Stored items:
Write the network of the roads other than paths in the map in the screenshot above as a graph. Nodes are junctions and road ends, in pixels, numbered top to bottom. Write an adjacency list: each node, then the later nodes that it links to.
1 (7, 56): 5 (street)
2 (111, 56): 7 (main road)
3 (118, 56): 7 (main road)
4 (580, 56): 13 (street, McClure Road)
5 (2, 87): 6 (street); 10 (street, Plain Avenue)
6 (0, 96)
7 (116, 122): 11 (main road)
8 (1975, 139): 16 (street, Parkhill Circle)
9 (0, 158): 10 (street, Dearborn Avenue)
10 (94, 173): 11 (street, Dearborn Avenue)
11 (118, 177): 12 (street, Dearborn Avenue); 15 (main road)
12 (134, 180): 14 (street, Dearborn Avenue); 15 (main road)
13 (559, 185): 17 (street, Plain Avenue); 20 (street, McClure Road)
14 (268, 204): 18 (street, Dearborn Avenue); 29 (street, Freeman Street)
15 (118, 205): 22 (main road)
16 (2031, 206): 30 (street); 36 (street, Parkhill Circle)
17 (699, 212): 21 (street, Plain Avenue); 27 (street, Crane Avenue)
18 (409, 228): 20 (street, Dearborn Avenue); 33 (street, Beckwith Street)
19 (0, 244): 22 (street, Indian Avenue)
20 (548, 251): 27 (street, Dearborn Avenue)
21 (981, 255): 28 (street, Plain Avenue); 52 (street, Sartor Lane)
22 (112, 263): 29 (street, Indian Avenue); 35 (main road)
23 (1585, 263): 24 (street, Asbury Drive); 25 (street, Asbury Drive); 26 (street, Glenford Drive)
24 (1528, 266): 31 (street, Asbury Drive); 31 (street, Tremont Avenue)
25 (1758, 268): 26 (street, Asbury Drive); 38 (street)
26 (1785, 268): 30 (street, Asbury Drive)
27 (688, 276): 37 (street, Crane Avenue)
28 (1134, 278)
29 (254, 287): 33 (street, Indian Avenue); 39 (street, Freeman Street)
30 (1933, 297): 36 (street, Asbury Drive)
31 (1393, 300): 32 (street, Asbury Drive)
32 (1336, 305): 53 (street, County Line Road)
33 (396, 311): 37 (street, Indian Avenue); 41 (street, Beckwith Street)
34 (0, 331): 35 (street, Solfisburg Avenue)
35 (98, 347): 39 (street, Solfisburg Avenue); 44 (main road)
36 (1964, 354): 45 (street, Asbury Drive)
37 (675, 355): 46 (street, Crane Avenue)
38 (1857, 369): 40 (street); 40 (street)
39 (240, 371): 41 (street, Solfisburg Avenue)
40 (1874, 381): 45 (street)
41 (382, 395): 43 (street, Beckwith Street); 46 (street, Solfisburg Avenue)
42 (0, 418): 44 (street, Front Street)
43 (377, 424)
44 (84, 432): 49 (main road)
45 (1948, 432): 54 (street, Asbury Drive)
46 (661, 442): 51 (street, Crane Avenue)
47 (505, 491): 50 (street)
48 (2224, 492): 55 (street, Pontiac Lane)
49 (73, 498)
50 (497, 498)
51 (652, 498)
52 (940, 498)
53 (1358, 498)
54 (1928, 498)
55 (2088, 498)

### WHAT TO PRODUCE
If the string "Beckwith" appears in a line of the entries, report the line.

### TASK OUTPUT
18 (409, 228): 20 (street, Dearborn Avenue); 33 (street, Beckwith Street)
33 (396, 311): 37 (street, Indian Avenue); 41 (street, Beckwith Street)
41 (382, 395): 43 (street, Beckwith Street); 46 (street, Solfisburg Avenue)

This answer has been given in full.